> [EXERCISE DIRECTIONS]
The lines below that include the word "this" are to be reported.

> [MATERIAL PROVIDED]
________________

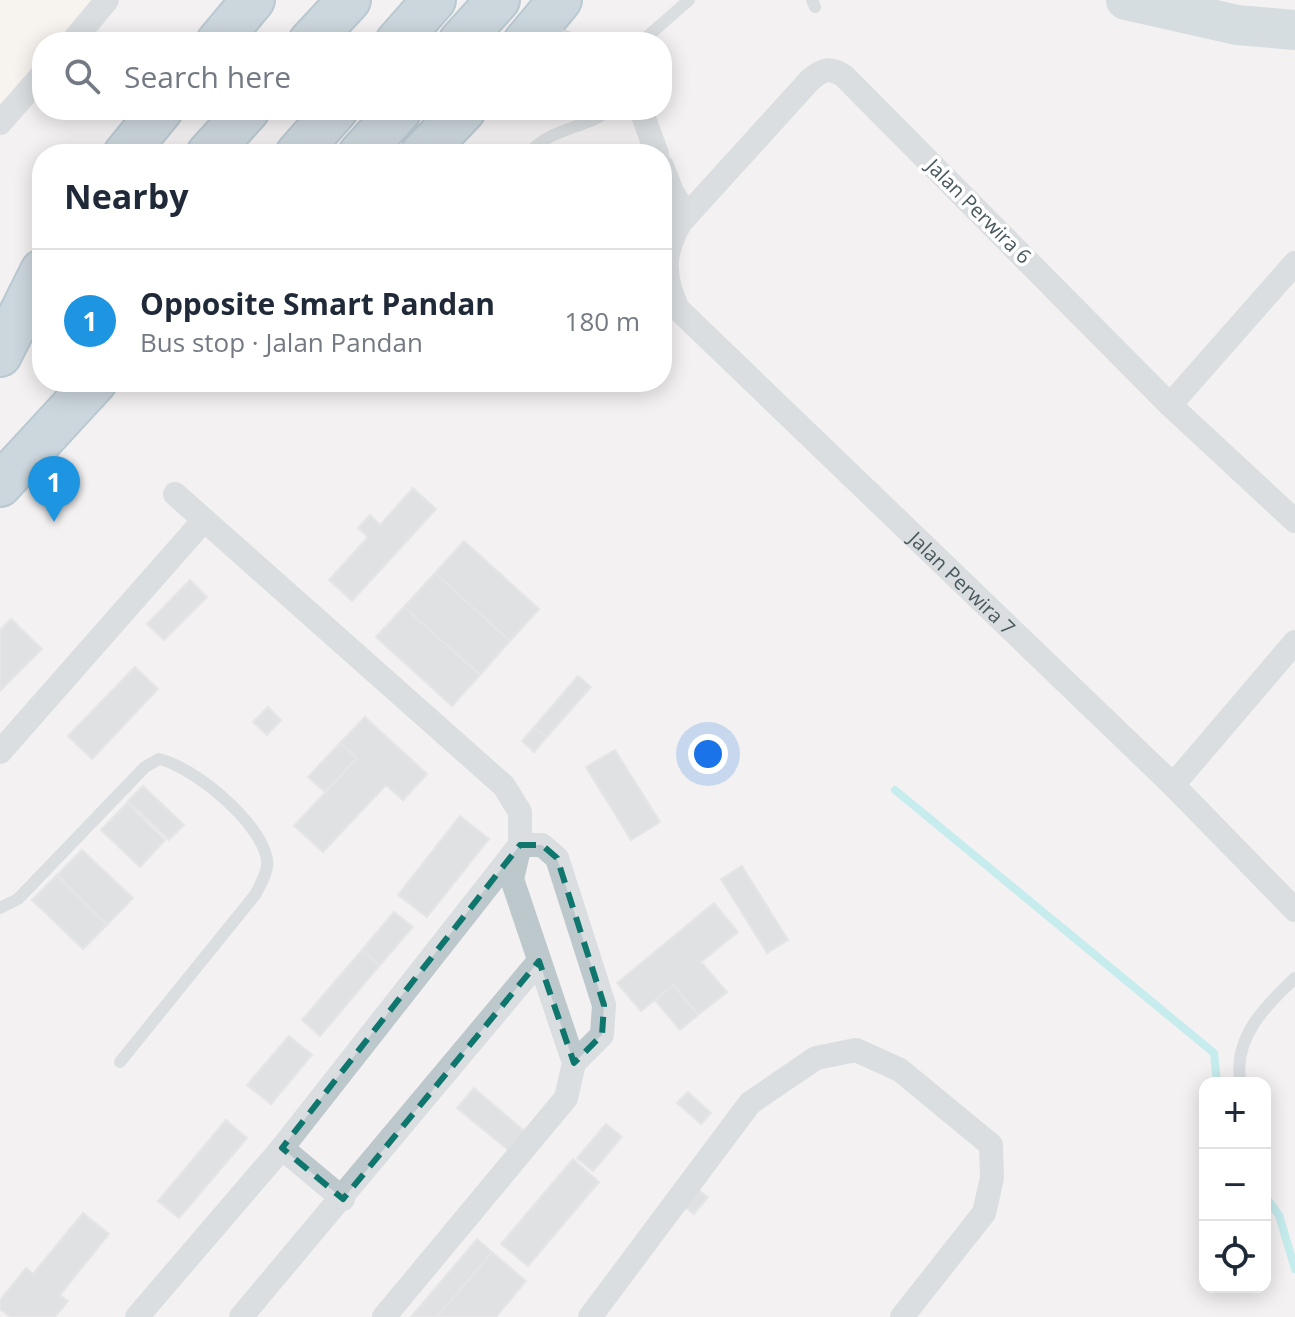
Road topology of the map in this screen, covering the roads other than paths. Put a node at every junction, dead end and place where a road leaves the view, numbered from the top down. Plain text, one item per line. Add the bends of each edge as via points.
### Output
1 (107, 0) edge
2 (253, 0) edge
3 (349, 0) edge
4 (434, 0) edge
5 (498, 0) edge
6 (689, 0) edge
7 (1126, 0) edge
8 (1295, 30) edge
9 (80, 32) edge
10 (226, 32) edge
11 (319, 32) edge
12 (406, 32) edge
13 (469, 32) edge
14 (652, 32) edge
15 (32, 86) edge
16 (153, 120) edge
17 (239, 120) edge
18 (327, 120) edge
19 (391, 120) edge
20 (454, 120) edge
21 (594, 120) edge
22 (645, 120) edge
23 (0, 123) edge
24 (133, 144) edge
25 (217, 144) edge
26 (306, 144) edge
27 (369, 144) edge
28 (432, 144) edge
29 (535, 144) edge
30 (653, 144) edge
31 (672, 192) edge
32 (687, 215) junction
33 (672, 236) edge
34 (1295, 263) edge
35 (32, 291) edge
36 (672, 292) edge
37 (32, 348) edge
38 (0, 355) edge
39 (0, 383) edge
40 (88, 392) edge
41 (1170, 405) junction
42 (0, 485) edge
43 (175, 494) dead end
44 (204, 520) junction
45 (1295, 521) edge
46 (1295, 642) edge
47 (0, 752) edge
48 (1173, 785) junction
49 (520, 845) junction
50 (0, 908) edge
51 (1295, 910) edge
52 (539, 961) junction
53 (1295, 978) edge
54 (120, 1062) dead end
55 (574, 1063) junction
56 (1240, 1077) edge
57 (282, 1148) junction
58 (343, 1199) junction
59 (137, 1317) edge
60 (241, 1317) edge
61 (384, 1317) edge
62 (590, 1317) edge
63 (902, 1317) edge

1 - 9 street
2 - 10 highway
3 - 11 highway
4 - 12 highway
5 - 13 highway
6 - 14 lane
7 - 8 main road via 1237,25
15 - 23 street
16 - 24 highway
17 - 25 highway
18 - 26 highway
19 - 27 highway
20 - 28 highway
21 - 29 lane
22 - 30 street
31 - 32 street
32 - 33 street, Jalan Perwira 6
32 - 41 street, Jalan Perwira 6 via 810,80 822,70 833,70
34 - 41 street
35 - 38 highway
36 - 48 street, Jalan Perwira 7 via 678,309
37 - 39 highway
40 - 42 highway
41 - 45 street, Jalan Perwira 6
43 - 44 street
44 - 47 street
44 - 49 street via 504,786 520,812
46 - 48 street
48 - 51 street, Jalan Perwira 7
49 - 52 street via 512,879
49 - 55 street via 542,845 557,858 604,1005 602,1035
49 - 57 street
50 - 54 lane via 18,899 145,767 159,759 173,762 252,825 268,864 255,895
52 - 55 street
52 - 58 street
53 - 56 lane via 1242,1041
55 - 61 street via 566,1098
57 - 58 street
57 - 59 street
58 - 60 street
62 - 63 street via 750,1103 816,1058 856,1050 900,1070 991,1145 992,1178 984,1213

________________

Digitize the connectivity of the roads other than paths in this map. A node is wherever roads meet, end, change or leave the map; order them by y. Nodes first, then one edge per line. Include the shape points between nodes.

________________

> [RESPONSE BOX]
Road topology of the map in this screen, covering the roads other than paths. Put a node at every junction, dead end and place where a road leaves the view, numbered from the top down. Plain text, one item per line. Add the bends of each edge as via points.
Digitize the connectivity of the roads other than paths in this map. A node is wherever roads meet, end, change or leave the map; order them by y. Nodes first, then one edge per line. Include the shape points between nodes.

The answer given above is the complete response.